- Opening Delimiter -
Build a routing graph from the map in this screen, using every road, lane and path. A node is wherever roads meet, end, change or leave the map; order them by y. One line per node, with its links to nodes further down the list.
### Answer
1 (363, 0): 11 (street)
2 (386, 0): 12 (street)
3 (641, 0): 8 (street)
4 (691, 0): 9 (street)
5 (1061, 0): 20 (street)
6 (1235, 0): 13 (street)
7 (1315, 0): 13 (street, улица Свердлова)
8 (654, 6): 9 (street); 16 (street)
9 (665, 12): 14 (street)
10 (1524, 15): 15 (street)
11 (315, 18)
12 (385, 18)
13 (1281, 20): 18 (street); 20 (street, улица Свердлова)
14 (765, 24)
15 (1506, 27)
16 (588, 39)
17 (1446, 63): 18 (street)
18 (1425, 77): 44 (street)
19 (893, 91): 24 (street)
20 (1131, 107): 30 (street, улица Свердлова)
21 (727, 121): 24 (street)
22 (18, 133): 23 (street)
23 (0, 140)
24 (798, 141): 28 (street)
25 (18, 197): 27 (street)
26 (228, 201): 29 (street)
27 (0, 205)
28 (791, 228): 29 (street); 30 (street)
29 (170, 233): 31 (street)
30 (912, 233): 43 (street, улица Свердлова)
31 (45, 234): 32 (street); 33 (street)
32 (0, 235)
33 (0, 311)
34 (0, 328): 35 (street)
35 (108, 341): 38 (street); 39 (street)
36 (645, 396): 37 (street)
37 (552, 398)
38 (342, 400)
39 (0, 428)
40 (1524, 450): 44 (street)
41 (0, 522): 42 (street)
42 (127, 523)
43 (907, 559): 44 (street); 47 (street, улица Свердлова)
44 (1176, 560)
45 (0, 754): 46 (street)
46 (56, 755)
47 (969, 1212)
- Closing Delimiter -
EXERCISE:
Find the word "улица" in the listing and copy each line that contains it.

EXERCISE RESPONSE:
7 (1315, 0): 13 (street, улица Свердлова)
13 (1281, 20): 18 (street); 20 (street, улица Свердлова)
20 (1131, 107): 30 (street, улица Свердлова)
30 (912, 233): 43 (street, улица Свердлова)
43 (907, 559): 44 (street); 47 (street, улица Свердлова)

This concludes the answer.